Молчаны, довольно длинная, вытянутая вдоль дороги деревня, в эту ночь томилась страхом, тешилась надеждой, ибо ход времени приближал людей к минуте, когда они должны были вступить в новую жизнь. Когда все это кончится? И как? Близилась минута, ненавистная и долгожданная, и люди ложились спать одетые и обутые или сидели на кроватях.

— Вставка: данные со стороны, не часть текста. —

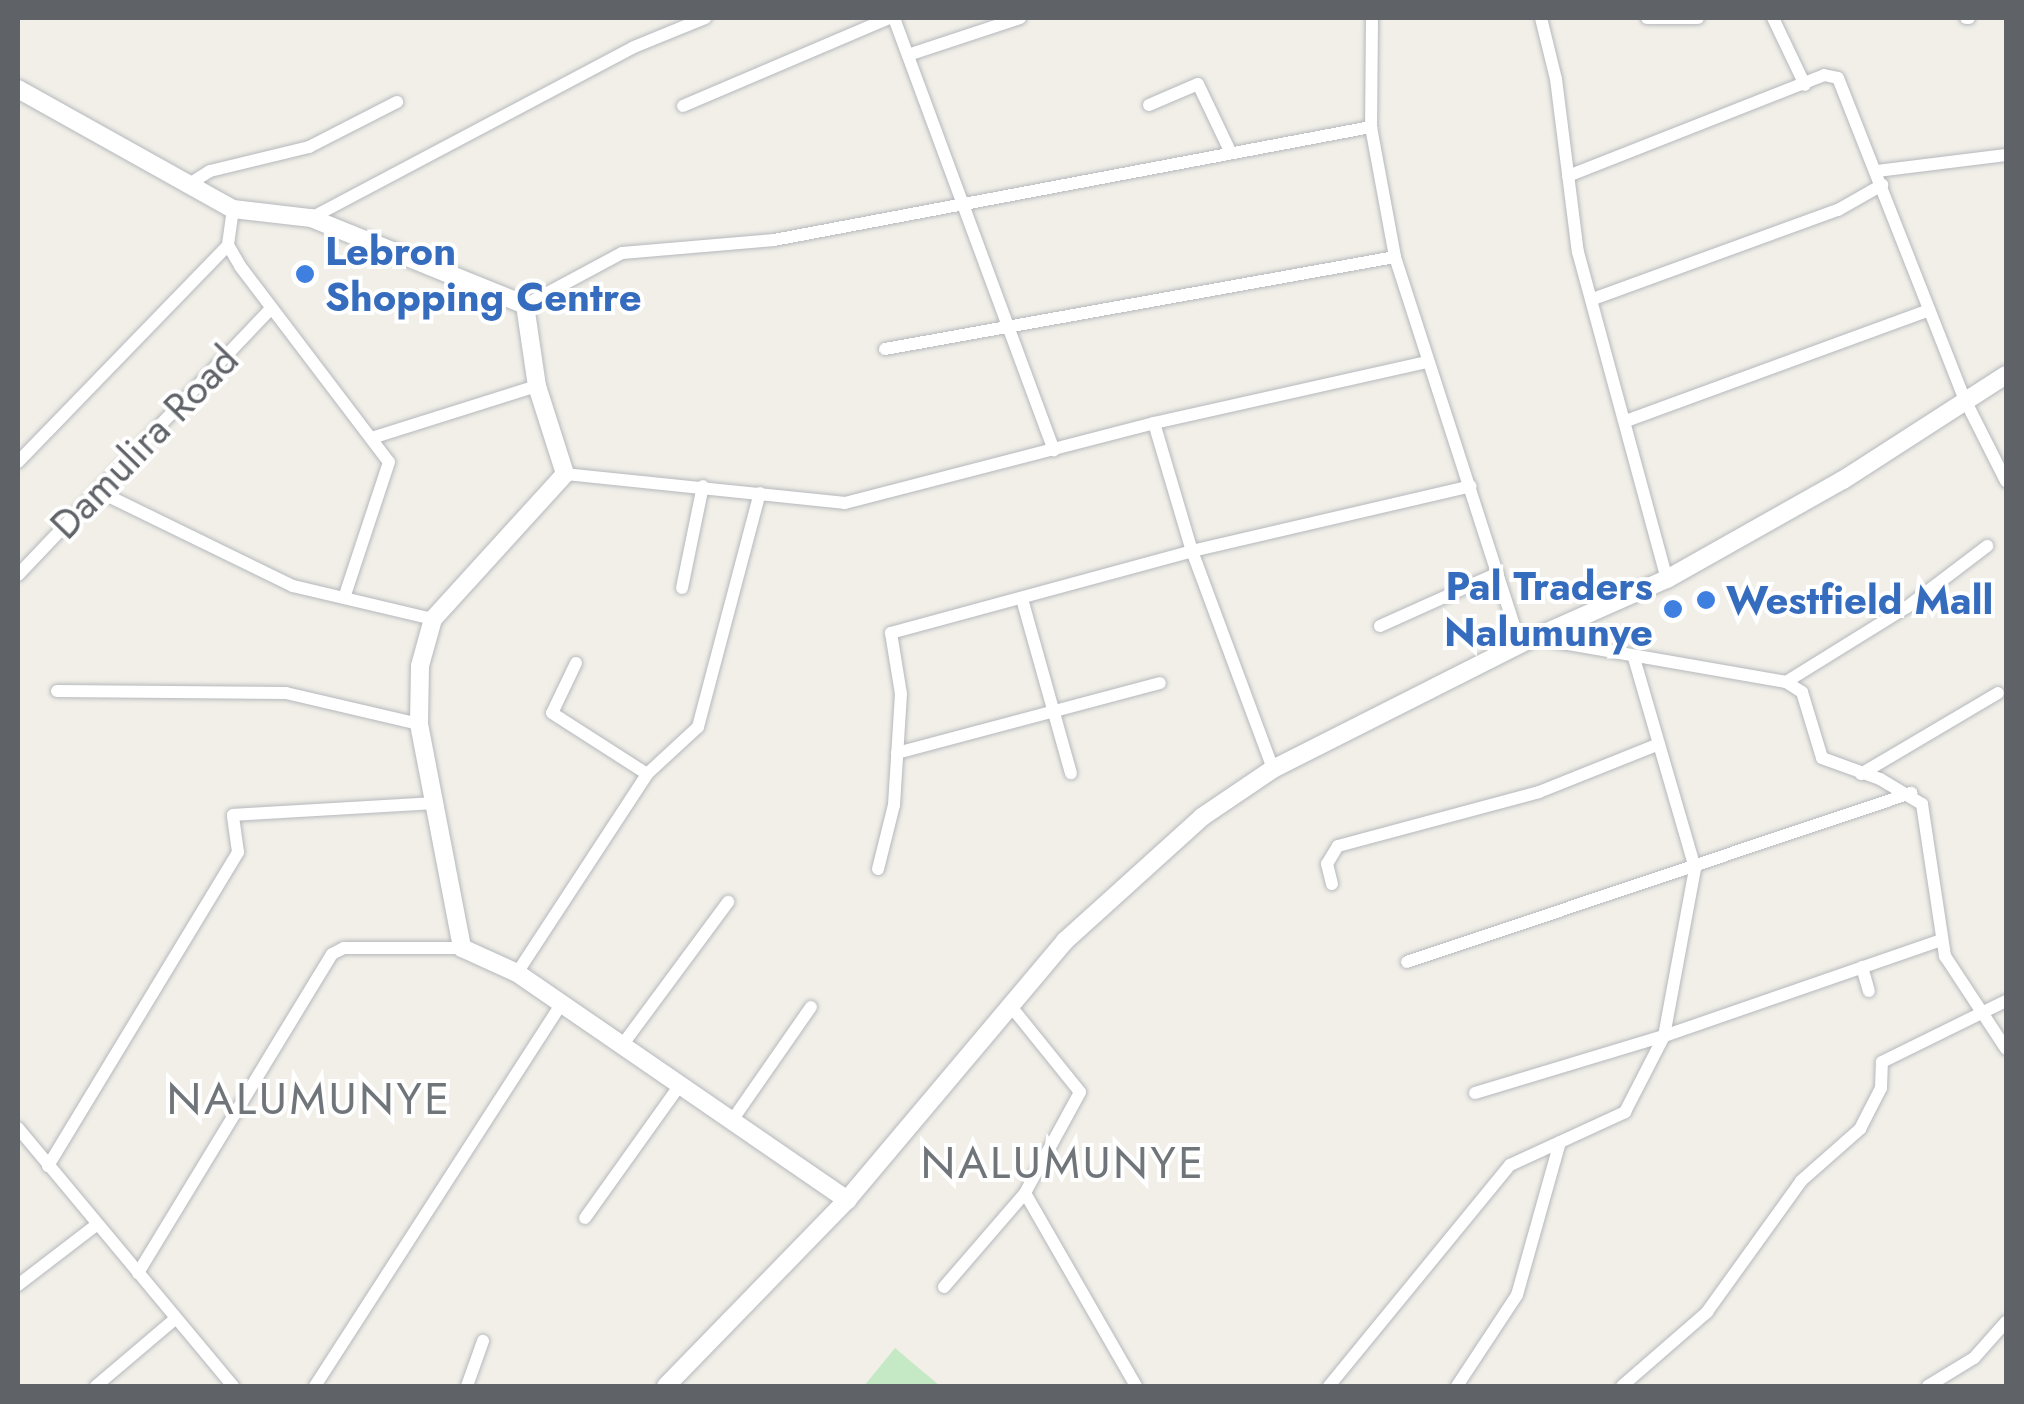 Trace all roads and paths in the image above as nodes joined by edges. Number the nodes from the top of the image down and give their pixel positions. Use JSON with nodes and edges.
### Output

— Я приняла решение, — сказала Гизела Габорова, двадцатисемилетняя вдова Мартина Габора, и вспомнила мужа. Какова ставка, таков и выигрыш… Не следовало доходить до крайности, ему не следовало здесь, в Молчанах, ариизировать [1] В годы клеро-фашистского режима (1939—1944) в Словакии производилась так называемая «ариизация», то есть экспроприация имущества у лиц еврейской национальности и передача его «арийцам». — Здесь и далее примечания переводчиков.
поместье и кирпичный завод Шталя, а в октябре прошлого года партизанам не следовало убивать его. Наверняка его убили те двое, Порубский и Зубак. — Так вот, я приняла решение, еду с тобой.
— Ну конечно, — привычно согласился обер-лейтенант Вальтер Шримм. Он сидел напротив Гизелы в гостиной шталевской виллы на зеленом диване, на голове у него была новенькая пилотка. Голос его чуть дрогнул от нетерпения. — Гизела! Сладкое имя! Безмерно сладостное, прекрасное, милое имя.
Гизела откинулась на спинку глубокого зеленого кресла, потерла ногой о ногу, при этом ее халат из блестящего черного шелка в мелких пестрых попугайчиках соскользнул с округлых коленей; немного помедлив, она нагнулась и прикрыла колени полой.
— Ну конечно, — повторил Шримм, вспомнив надпись на фарфоровой вазе. «Geld ist Geld, Welt ist Welt, ein schöner Nam’ alles behält». Ваза стоит у них дома, в Штарграде, а может, ее уже нет… — Ну конечно, Гизела. Деньги есть деньги, мир есть мир, но в твоем прекрасном имени заключено все. Гизела — газель!»